A Rust implementation of the Lark parsing toolkit

lark-rs

One grammar. Three engines. Native Rust.

Use the same Extended Backus–Naur Form grammar with LALR, Earley or CYK. Build automatic parse trees and reuse the core from Rust, Python, WebAssembly or C. Behaviour is checked against Python Lark.

Lark grammars, native Rust — checked, not claimed.

A field-guide engraving of a lark perched at the root of a parse tree, the tree's nodes tinted copper, sky-blue and green.
A grammar in, a tree out — drawn as a field-guide plate.

One grammar, three engines

Pick the parser, keep the grammar

The same .lark grammar runs under three algorithms — you change one option, not your grammar. Each comes with the lexer that suits it.

json.lark — one grammar, used by all three engines below
?start: value

?value: object
      | array
      | ESCAPED_STRING
      | SIGNED_NUMBER  -> number
      | "true"  | "false" | "null"

array  : "[" [value ("," value)*] "]"
object : "{" [pair ("," pair)*] "}"

%import common.ESCAPED_STRING
%import common.SIGNED_NUMBER
%ignore common.WS
main.rs
live · lark-rs compiled to WebAssembly, parsing in your browser Open full playground ↗

Pick the parser, keep the grammar — for real.

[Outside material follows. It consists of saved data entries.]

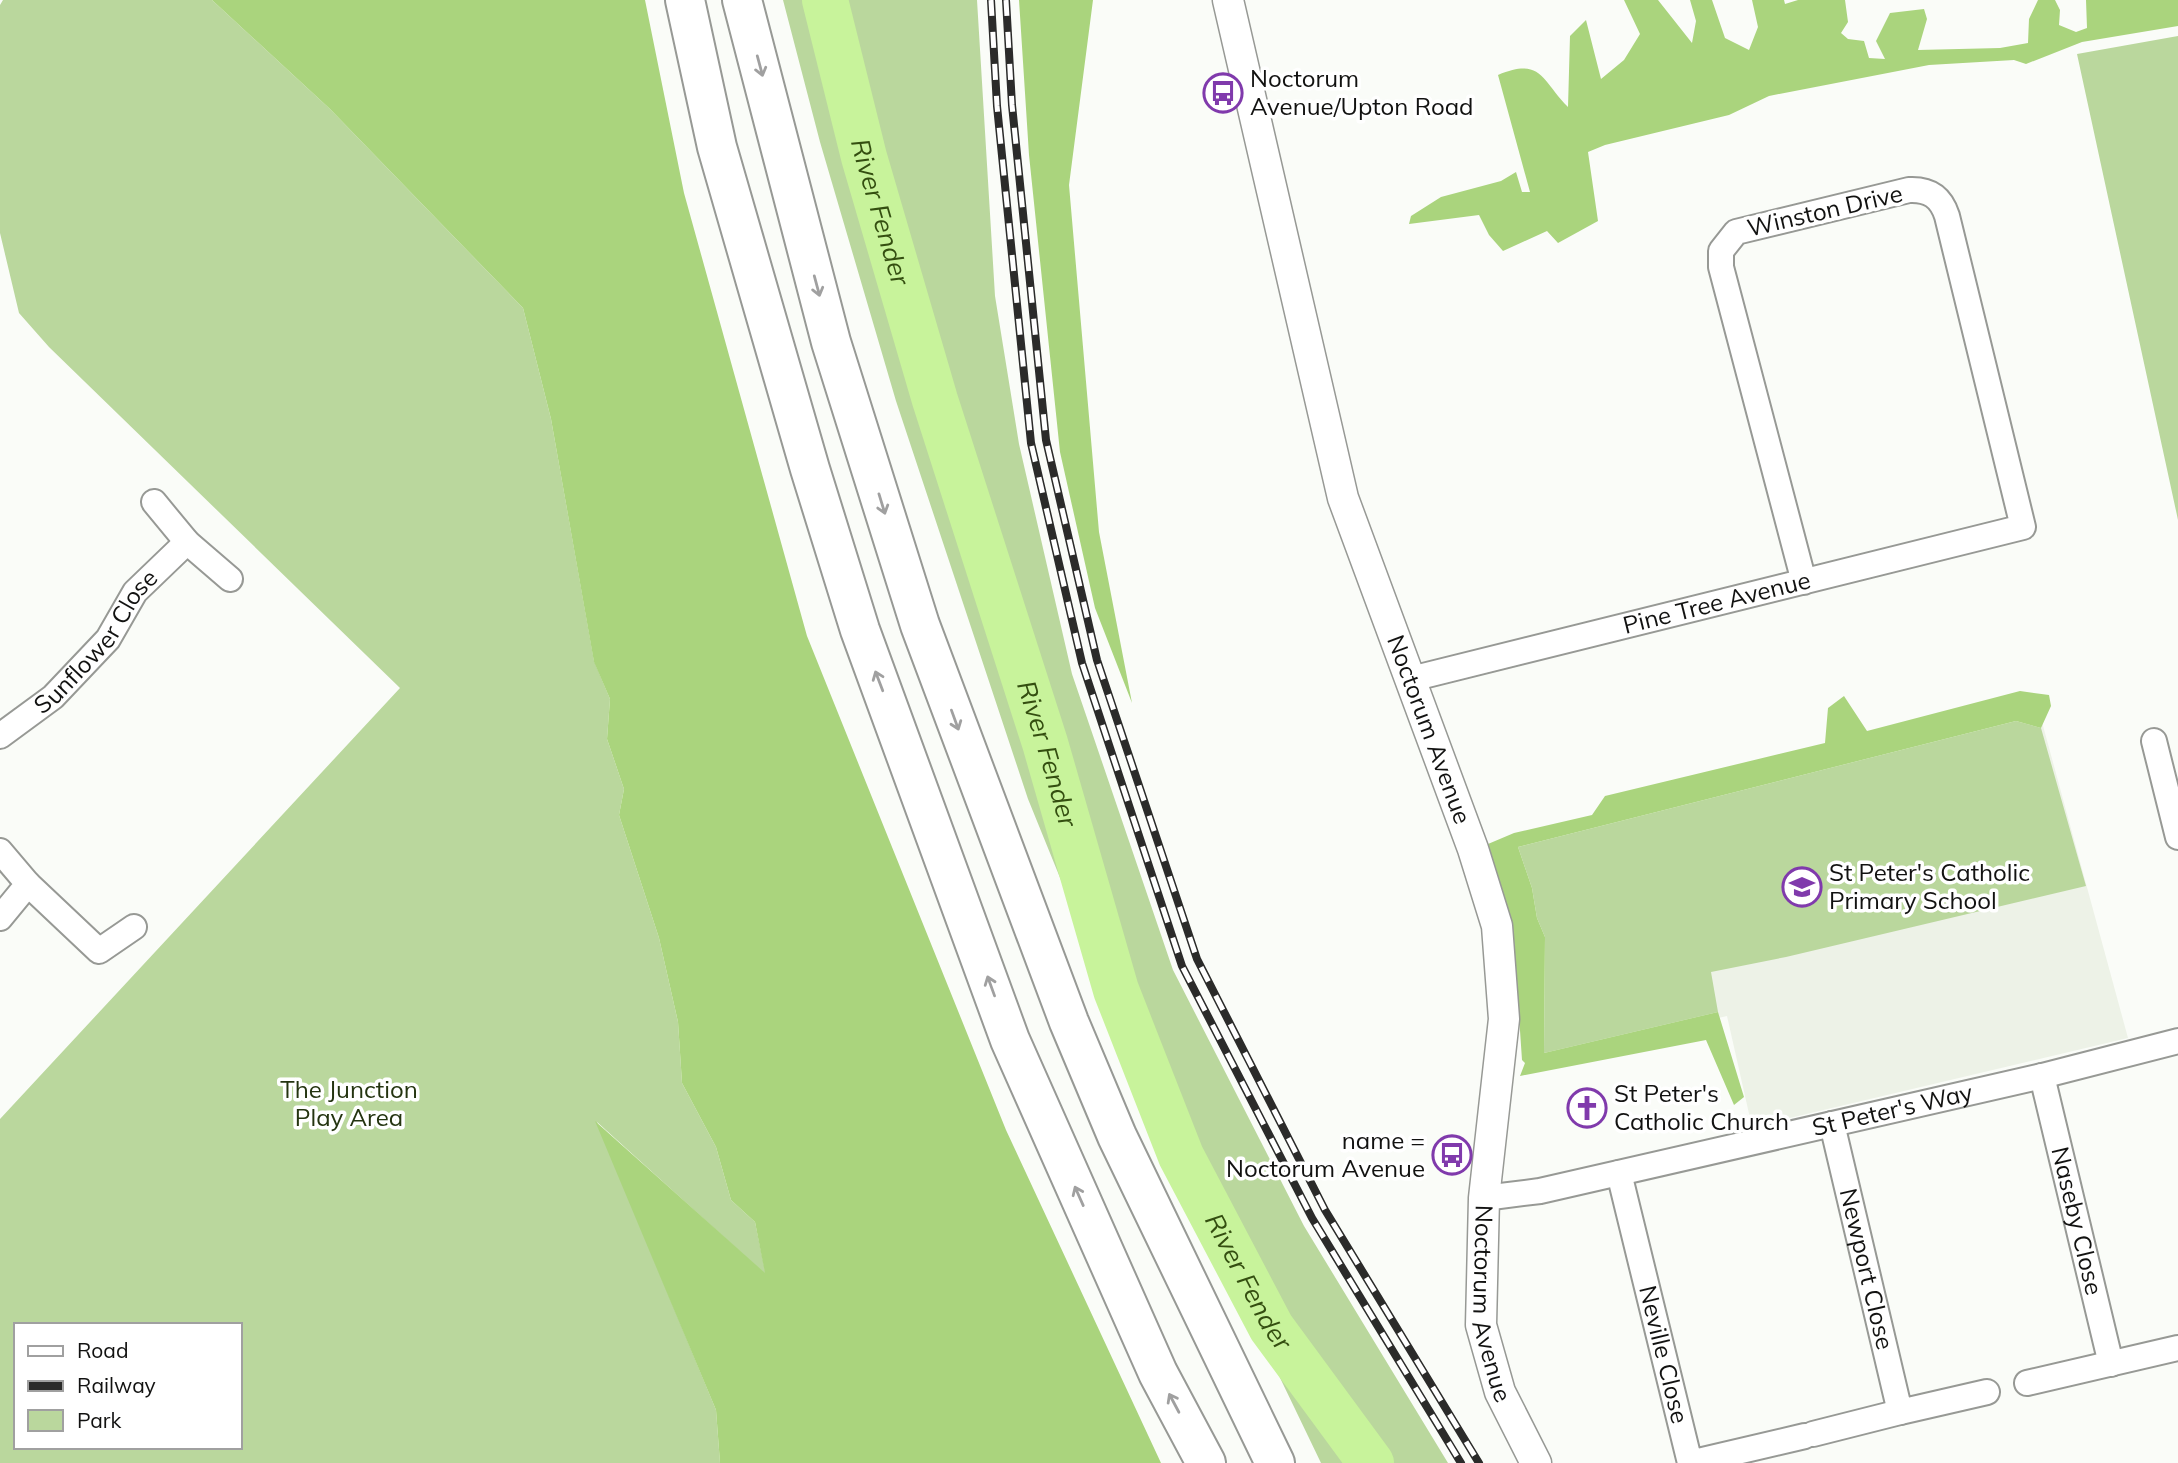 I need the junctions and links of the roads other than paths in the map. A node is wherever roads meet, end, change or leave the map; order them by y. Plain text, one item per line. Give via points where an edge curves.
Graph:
1 (685, 0) edge
2 (742, 0) edge
3 (1228, 0) edge
4 (154, 502) dead end
5 (2023, 527) joint
6 (187, 542) junction
7 (230, 579) dead end
8 (1804, 582) junction
9 (1411, 679) junction
10 (0, 736) edge
11 (2154, 741) dead end
12 (2178, 837) edge
13 (0, 851) edge
14 (28, 884) junction
15 (0, 918) edge
16 (134, 927) dead end
17 (2178, 1041) edge
18 (2042, 1076) junction
19 (1832, 1124) junction
20 (1619, 1173) junction
21 (1484, 1198) junction
22 (2178, 1348) edge
23 (2111, 1364) junction
24 (2027, 1384) dead end
25 (1987, 1392) dead end
26 (1900, 1412) junction
27 (1206, 1463) edge
28 (1275, 1463) edge
29 (1536, 1463) edge

27 -> 1 highway via 1158,1373 1010,1040 860,630 717,146
2 -> 28 highway via 831,342 920,625 1069,1022 1117,1136
3 - 9 street, Noctorum Avenue via 1343,498
4 - 6 street
5 - 8 street, Pine Tree Avenue
5 - 8 street, Winston Drive via 1947,216 1938,198 1909,190 1744,230 1729,237 1720,259
6 - 7 street
6 - 10 street, Sunflower Close via 135,592 108,639 53,697
8 - 9 street, Pine Tree Avenue
9 - 21 street, Noctorum Avenue via 1497,926 1504,1019
11 - 12 street
13 - 14 street
14 - 15 street
14 - 16 street via 99,951
17 - 18 street, St Peter's Way
18 - 19 street, St Peter's Way
18 - 23 street, Naseby Close
19 - 20 street, St Peter's Way
19 - 26 street, Newport Close
20 - 21 street, St Peter's Way
20 - 26 street, Neville Close via 1690,1463
21 - 29 street, Noctorum Avenue via 1481,1325 1500,1392
22 - 23 street
23 - 24 street
25 - 26 street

Loads the lark-rs WebAssembly engine (~1 MB) and parses entirely client-side. Change the Parser control between lalr, earley and cyk on the same grammar and watch the tree.

Why lark-rs

Why this, and not an adjacent Rust parser

lark-rs is for people who value Lark's grammar model: one EBNF grammar, a choice of parsing algorithm, contextual lexing, automatic trees and explicit ambiguity. It is not trying to be an incremental editor parser — that is a different problem.

ToolIts focusHow lark-rs differs
tree-sitterIncremental, error-tolerant parsing for editorslark-rs targets batch grammar-driven parsing with automatic trees and a choice of algorithm — not incremental editor reparsing.
pestAccessible PEG grammarslark-rs uses EBNF/CFG with explicit ambiguity (Earley/CYK), contextual lexing and Lark-compatible semantics.
chumskyParser combinators with error recoverylark-rs is grammar-first: you write a .lark file, not Rust combinators.
LALRPOPLR(1) parser generationlark-rs keeps LALR but adds Earley + CYK behind the same grammar, plus contextual lexing.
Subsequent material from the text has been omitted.